== EXERCISE PROMPT ==
What you return must match the entries exactly, except that the pictures are gone.

(Saved entries)
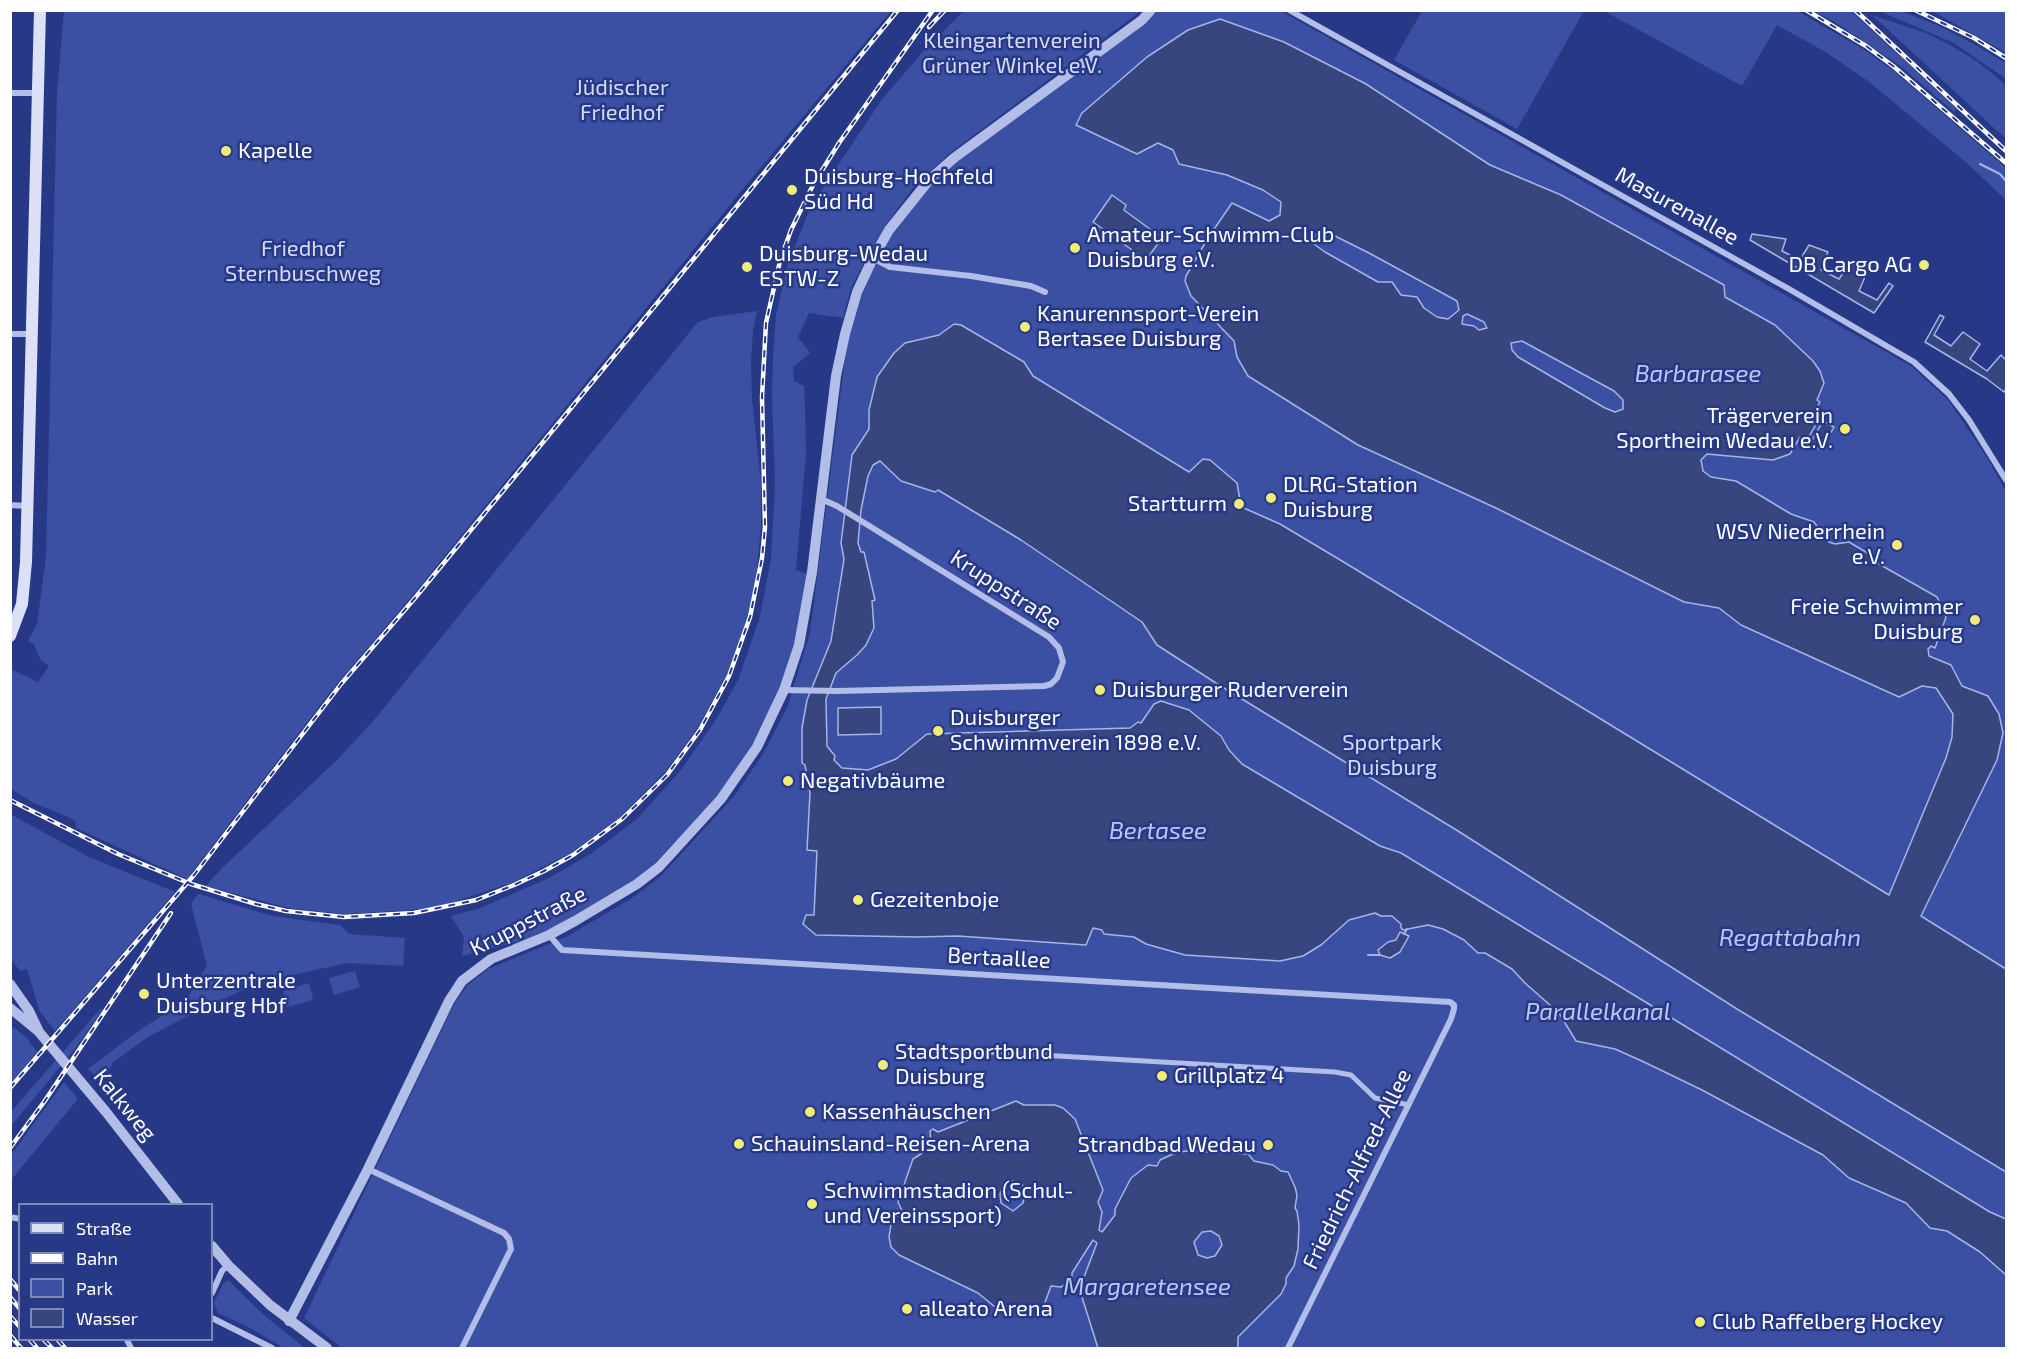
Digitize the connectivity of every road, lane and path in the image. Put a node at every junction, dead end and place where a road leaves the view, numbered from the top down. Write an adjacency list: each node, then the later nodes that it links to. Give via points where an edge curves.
1 (40, 10): 5 (main road)
2 (1151, 10): 6 (street, Kruppstraße, via 930,179 889,230)
3 (1288, 10): 10 (street, Masurenallee, via 1914,362 1949,394)
4 (10, 93): 5 (street)
5 (37, 93): 9 (main road)
6 (873, 258): 7 (street, via 890,267 981,278); 11 (street, Kruppstraße, via 857,292 845,334)
7 (1045, 292)
8 (10, 334): 9 (street)
9 (32, 334): 13 (main road)
10 (2007, 480)
11 (821, 499): 15 (street, Kruppstraße, via 806,612); 15 (street, Kruppstraße, via 1049,637 1059,648 1063,662 1057,678 1044,686)
12 (10, 505): 13 (street)
13 (28, 506): 14 (main road, via 24,591)
14 (10, 636)
15 (784, 690): 16 (street, Kruppstraße, via 740,774 659,867)
16 (549, 935): 18 (street, Bertaallee, via 562,950); 23 (street, Kruppstraße, via 491,959 460,984)
17 (10, 984): 20 (street, Kalkweg)
18 (1454, 1005): 22 (street, Friedrich-Alfred-Allee, via 1451,1019)
19 (10, 1008): 20 (street, Kalkweg)
20 (39, 1032): 24 (street, Kalkweg)
21 (937, 1049): 22 (street, via 1335,1072 1351,1075 1376,1098)
22 (1409, 1105): 33 (street, Friedrich-Alfred-Allee)
23 (368, 1168): 29 (street, Kruppstraße); 32 (street, via 504,1233 509,1239 511,1249)
24 (177, 1203)
25 (213, 1247): 26 (street)
26 (228, 1266): 27 (street); 29 (street)
27 (213, 1291)
28 (213, 1318): 30 (street)
29 (289, 1321): 31 (street)
30 (272, 1348)
31 (327, 1348)
32 (462, 1348)
33 (1288, 1348)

== SOLVED PROBLEM ==
Digitize the connectivity of every road, lane and path in the image. Put a node at every junction, dead end and place where a road leaves the view, numbered from the top down. Write an adjacency list: each node, then the later nodes that it links to. Give via points where an edge curves.
1 (40, 10): 5 (main road)
2 (1151, 10): 6 (street, Kruppstraße, via 930,179 889,230)
3 (1288, 10): 10 (street, Masurenallee, via 1914,362 1949,394)
4 (10, 93): 5 (street)
5 (37, 93): 9 (main road)
6 (873, 258): 7 (street, via 890,267 981,278); 11 (street, Kruppstraße, via 857,292 845,334)
7 (1045, 292)
8 (10, 334): 9 (street)
9 (32, 334): 13 (main road)
10 (2007, 480)
11 (821, 499): 15 (street, Kruppstraße, via 806,612); 15 (street, Kruppstraße, via 1049,637 1059,648 1063,662 1057,678 1044,686)
12 (10, 505): 13 (street)
13 (28, 506): 14 (main road, via 24,591)
14 (10, 636)
15 (784, 690): 16 (street, Kruppstraße, via 740,774 659,867)
16 (549, 935): 18 (street, Bertaallee, via 562,950); 23 (street, Kruppstraße, via 491,959 460,984)
17 (10, 984): 20 (street, Kalkweg)
18 (1454, 1005): 22 (street, Friedrich-Alfred-Allee, via 1451,1019)
19 (10, 1008): 20 (street, Kalkweg)
20 (39, 1032): 24 (street, Kalkweg)
21 (937, 1049): 22 (street, via 1335,1072 1351,1075 1376,1098)
22 (1409, 1105): 33 (street, Friedrich-Alfred-Allee)
23 (368, 1168): 29 (street, Kruppstraße); 32 (street, via 504,1233 509,1239 511,1249)
24 (177, 1203)
25 (213, 1247): 26 (street)
26 (228, 1266): 27 (street); 29 (street)
27 (213, 1291)
28 (213, 1318): 30 (street)
29 (289, 1321): 31 (street)
30 (272, 1348)
31 (327, 1348)
32 (462, 1348)
33 (1288, 1348)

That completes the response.